Your objective => From the first line to the last, set down the data exactly as given.
START Supplied data
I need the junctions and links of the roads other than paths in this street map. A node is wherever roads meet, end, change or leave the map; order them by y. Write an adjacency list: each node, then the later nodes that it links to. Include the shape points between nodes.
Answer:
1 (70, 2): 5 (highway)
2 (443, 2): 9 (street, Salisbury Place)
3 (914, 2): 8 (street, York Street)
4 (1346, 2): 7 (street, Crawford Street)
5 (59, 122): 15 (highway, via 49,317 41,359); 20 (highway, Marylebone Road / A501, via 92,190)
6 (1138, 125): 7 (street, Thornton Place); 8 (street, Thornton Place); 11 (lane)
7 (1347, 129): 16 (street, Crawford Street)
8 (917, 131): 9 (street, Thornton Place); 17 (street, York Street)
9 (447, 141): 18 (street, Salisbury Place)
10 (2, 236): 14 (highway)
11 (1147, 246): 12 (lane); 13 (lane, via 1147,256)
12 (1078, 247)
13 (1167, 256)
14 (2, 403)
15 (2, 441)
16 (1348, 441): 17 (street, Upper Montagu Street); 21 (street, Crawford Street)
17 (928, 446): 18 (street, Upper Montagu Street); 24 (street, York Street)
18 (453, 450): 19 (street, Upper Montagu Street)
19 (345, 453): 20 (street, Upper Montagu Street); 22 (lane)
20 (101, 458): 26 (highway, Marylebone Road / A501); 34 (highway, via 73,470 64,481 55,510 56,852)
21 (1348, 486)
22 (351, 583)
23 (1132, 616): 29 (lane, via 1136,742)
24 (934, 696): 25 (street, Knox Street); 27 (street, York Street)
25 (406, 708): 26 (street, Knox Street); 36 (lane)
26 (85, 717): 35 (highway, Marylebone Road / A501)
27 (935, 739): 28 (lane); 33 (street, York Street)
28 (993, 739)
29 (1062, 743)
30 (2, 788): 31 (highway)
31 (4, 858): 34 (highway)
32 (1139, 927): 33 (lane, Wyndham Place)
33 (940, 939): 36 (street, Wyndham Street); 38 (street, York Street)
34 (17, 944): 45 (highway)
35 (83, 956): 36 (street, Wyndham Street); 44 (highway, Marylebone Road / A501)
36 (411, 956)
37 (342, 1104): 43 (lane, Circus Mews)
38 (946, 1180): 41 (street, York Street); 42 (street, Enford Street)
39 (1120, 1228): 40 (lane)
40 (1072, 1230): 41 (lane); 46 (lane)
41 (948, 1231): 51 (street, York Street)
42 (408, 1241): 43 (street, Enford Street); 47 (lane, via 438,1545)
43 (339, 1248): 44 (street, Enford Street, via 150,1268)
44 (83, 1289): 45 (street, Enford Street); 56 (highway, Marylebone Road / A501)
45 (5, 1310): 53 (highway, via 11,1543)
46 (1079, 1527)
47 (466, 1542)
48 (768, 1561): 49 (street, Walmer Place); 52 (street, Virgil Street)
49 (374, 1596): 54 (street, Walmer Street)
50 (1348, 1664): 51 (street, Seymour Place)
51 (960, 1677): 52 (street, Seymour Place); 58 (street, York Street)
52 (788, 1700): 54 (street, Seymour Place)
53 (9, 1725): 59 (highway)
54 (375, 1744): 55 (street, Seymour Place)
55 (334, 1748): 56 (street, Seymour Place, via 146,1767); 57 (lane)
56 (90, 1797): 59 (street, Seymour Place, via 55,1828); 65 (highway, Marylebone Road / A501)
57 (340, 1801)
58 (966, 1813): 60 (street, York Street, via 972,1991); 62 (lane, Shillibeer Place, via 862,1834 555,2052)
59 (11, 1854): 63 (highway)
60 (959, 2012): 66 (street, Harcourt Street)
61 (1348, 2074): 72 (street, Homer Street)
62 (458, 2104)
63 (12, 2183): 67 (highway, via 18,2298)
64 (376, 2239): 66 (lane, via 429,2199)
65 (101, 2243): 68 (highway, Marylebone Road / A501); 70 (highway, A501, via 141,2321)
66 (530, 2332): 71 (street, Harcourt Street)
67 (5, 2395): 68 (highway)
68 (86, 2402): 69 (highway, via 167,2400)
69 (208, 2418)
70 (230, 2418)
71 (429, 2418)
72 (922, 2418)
END Supplied data
Solution to this task =>
I need the junctions and links of the roads other than paths in this street map. A node is wherever roads meet, end, change or leave the map; order them by y. Write an adjacency list: each node, then the later nodes that it links to. Include the shape points between nodes.
Answer:
1 (70, 2): 5 (highway)
2 (443, 2): 9 (street, Salisbury Place)
3 (914, 2): 8 (street, York Street)
4 (1346, 2): 7 (street, Crawford Street)
5 (59, 122): 15 (highway, via 49,317 41,359); 20 (highway, Marylebone Road / A501, via 92,190)
6 (1138, 125): 7 (street, Thornton Place); 8 (street, Thornton Place); 11 (lane)
7 (1347, 129): 16 (street, Crawford Street)
8 (917, 131): 9 (street, Thornton Place); 17 (street, York Street)
9 (447, 141): 18 (street, Salisbury Place)
10 (2, 236): 14 (highway)
11 (1147, 246): 12 (lane); 13 (lane, via 1147,256)
12 (1078, 247)
13 (1167, 256)
14 (2, 403)
15 (2, 441)
16 (1348, 441): 17 (street, Upper Montagu Street); 21 (street, Crawford Street)
17 (928, 446): 18 (street, Upper Montagu Street); 24 (street, York Street)
18 (453, 450): 19 (street, Upper Montagu Street)
19 (345, 453): 20 (street, Upper Montagu Street); 22 (lane)
20 (101, 458): 26 (highway, Marylebone Road / A501); 34 (highway, via 73,470 64,481 55,510 56,852)
21 (1348, 486)
22 (351, 583)
23 (1132, 616): 29 (lane, via 1136,742)
24 (934, 696): 25 (street, Knox Street); 27 (street, York Street)
25 (406, 708): 26 (street, Knox Street); 36 (lane)
26 (85, 717): 35 (highway, Marylebone Road / A501)
27 (935, 739): 28 (lane); 33 (street, York Street)
28 (993, 739)
29 (1062, 743)
30 (2, 788): 31 (highway)
31 (4, 858): 34 (highway)
32 (1139, 927): 33 (lane, Wyndham Place)
33 (940, 939): 36 (street, Wyndham Street); 38 (street, York Street)
34 (17, 944): 45 (highway)
35 (83, 956): 36 (street, Wyndham Street); 44 (highway, Marylebone Road / A501)
36 (411, 956)
37 (342, 1104): 43 (lane, Circus Mews)
38 (946, 1180): 41 (street, York Street); 42 (street, Enford Street)
39 (1120, 1228): 40 (lane)
40 (1072, 1230): 41 (lane); 46 (lane)
41 (948, 1231): 51 (street, York Street)
42 (408, 1241): 43 (street, Enford Street); 47 (lane, via 438,1545)
43 (339, 1248): 44 (street, Enford Street, via 150,1268)
44 (83, 1289): 45 (street, Enford Street); 56 (highway, Marylebone Road / A501)
45 (5, 1310): 53 (highway, via 11,1543)
46 (1079, 1527)
47 (466, 1542)
48 (768, 1561): 49 (street, Walmer Place); 52 (street, Virgil Street)
49 (374, 1596): 54 (street, Walmer Street)
50 (1348, 1664): 51 (street, Seymour Place)
51 (960, 1677): 52 (street, Seymour Place); 58 (street, York Street)
52 (788, 1700): 54 (street, Seymour Place)
53 (9, 1725): 59 (highway)
54 (375, 1744): 55 (street, Seymour Place)
55 (334, 1748): 56 (street, Seymour Place, via 146,1767); 57 (lane)
56 (90, 1797): 59 (street, Seymour Place, via 55,1828); 65 (highway, Marylebone Road / A501)
57 (340, 1801)
58 (966, 1813): 60 (street, York Street, via 972,1991); 62 (lane, Shillibeer Place, via 862,1834 555,2052)
59 (11, 1854): 63 (highway)
60 (959, 2012): 66 (street, Harcourt Street)
61 (1348, 2074): 72 (street, Homer Street)
62 (458, 2104)
63 (12, 2183): 67 (highway, via 18,2298)
64 (376, 2239): 66 (lane, via 429,2199)
65 (101, 2243): 68 (highway, Marylebone Road / A501); 70 (highway, A501, via 141,2321)
66 (530, 2332): 71 (street, Harcourt Street)
67 (5, 2395): 68 (highway)
68 (86, 2402): 69 (highway, via 167,2400)
69 (208, 2418)
70 (230, 2418)
71 (429, 2418)
72 (922, 2418)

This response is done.